What needs to be done:
Only those lines running from the line that contains "index mcp: (792, 949)" through the end of the material are to be written out, each exactly as shown.

Material for this task:
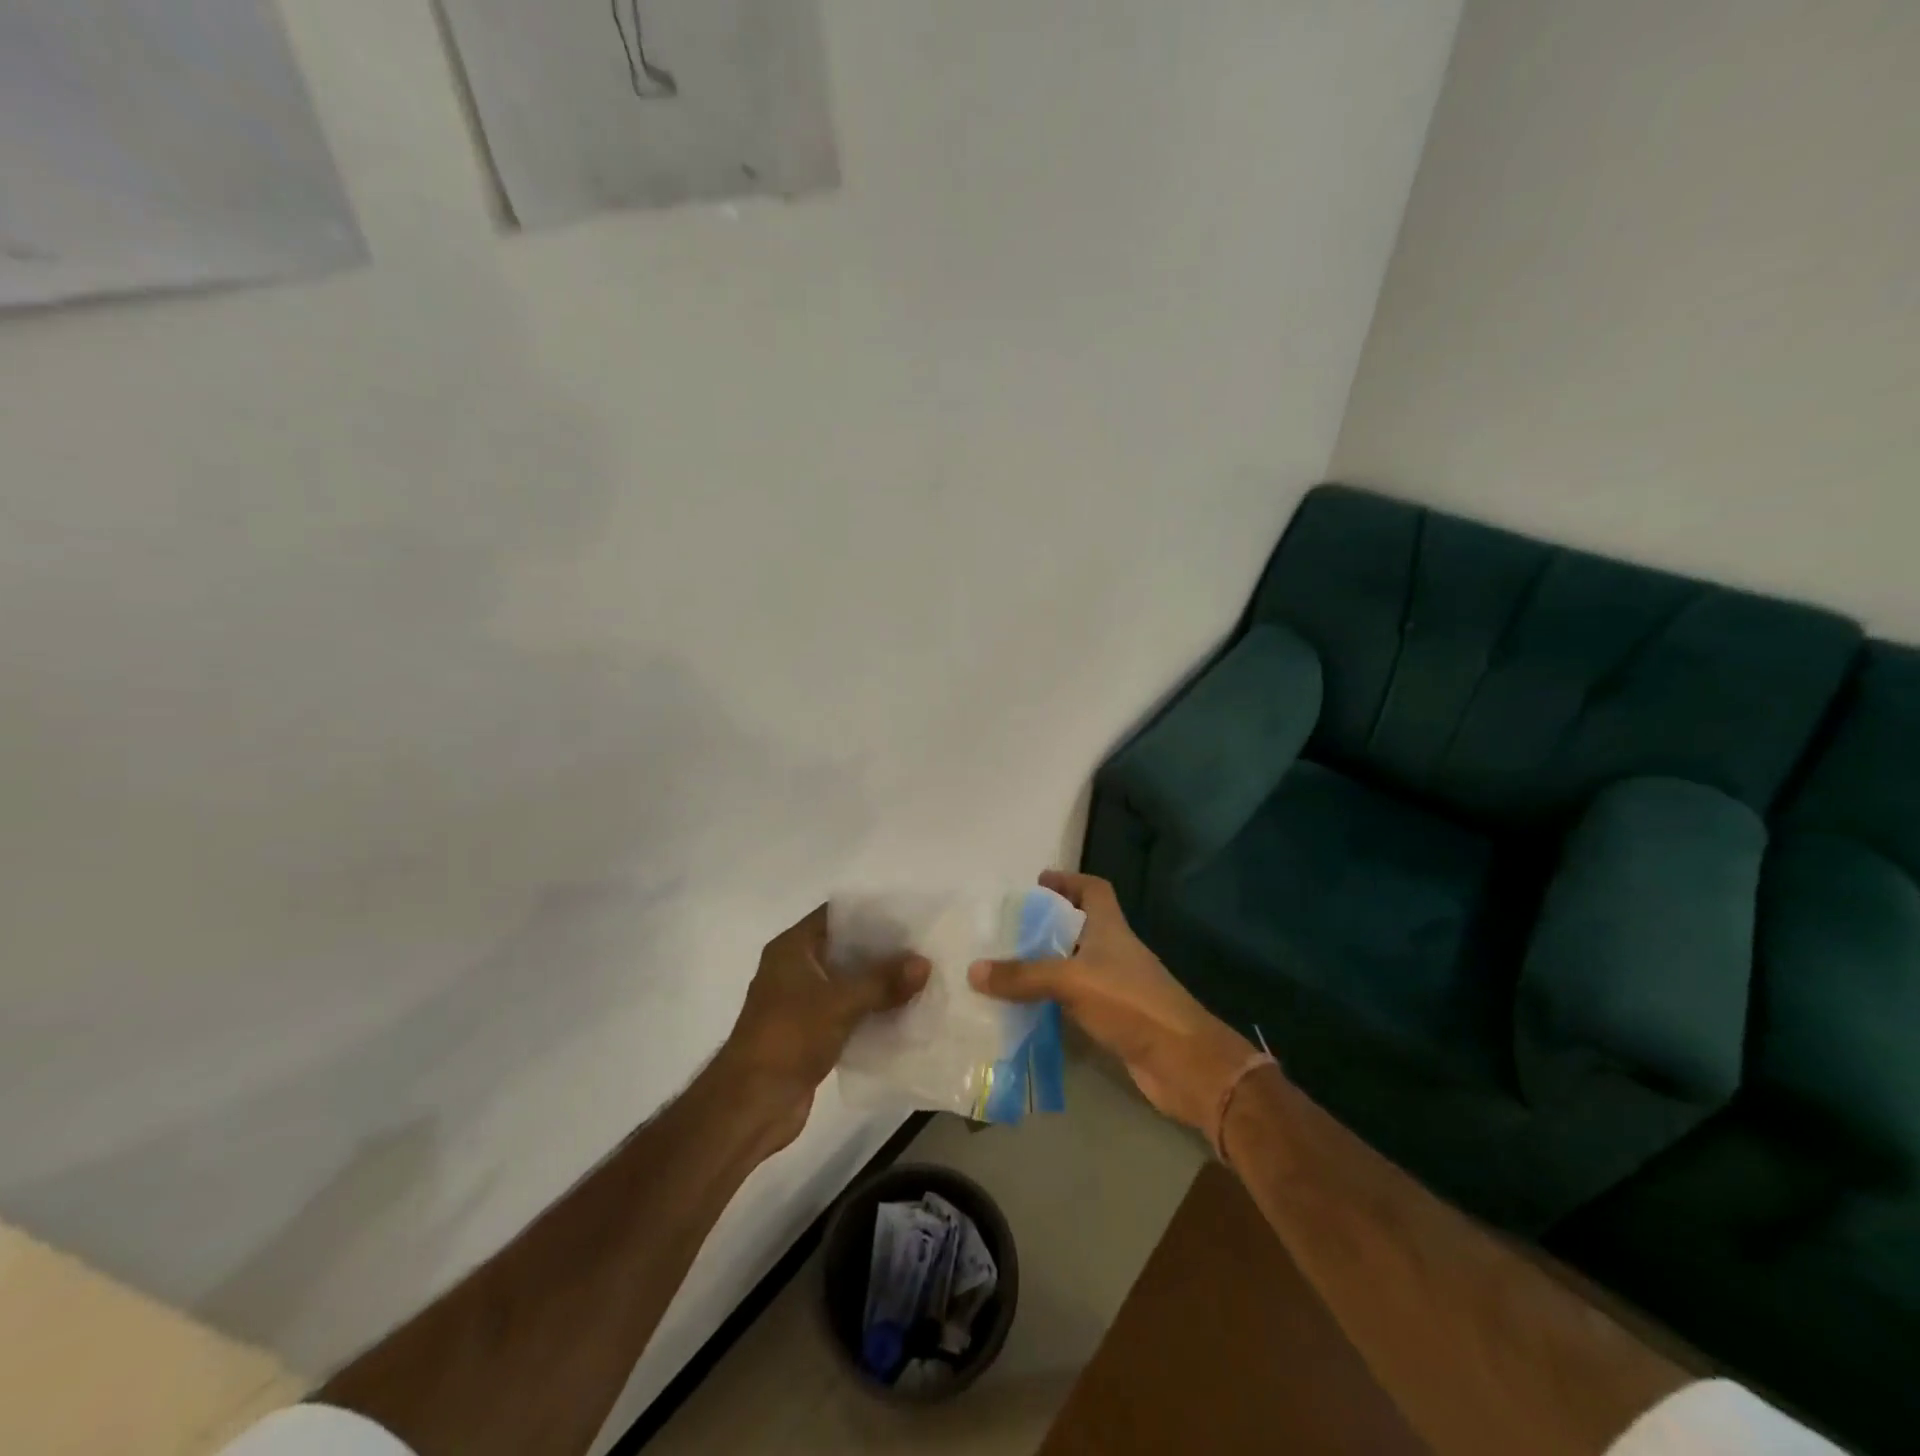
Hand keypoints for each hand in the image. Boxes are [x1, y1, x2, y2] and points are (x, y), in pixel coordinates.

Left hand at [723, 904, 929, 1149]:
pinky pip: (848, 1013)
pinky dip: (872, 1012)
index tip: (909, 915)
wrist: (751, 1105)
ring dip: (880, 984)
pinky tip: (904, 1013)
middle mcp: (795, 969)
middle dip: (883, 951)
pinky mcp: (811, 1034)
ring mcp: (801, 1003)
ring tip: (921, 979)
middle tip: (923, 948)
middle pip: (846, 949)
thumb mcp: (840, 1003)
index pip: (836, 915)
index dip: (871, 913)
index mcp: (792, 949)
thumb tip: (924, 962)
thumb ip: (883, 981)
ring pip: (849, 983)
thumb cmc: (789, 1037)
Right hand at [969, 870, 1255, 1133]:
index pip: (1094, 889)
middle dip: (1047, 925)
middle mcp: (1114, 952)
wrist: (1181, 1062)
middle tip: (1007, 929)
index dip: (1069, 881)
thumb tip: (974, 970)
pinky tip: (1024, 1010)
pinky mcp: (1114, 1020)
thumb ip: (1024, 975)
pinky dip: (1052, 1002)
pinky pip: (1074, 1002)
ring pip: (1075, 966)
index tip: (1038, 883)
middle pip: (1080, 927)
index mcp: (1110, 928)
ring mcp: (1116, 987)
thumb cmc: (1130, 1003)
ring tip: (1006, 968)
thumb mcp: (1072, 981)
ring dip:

Output:
index mcp: (792, 949)
thumb tip: (924, 962)
thumb ip: (883, 981)
ring pip: (849, 983)
thumb cmc: (789, 1037)
Right hand at [969, 870, 1255, 1133]:
index pip: (1094, 889)
middle dip: (1047, 925)
middle mcp: (1114, 952)
wrist: (1181, 1062)
middle tip: (1007, 929)
index dip: (1069, 881)
thumb tip: (974, 970)
pinky tip: (1024, 1010)
pinky mcp: (1114, 1020)
thumb ip: (1024, 975)
pinky dip: (1052, 1002)
pinky pip: (1074, 1002)
ring pip: (1075, 966)
index tip: (1038, 883)
middle pip: (1080, 927)
index mcp: (1110, 928)
ring mcp: (1116, 987)
thumb cmc: (1130, 1003)
ring tip: (1006, 968)
thumb mcp: (1072, 981)
ring dip:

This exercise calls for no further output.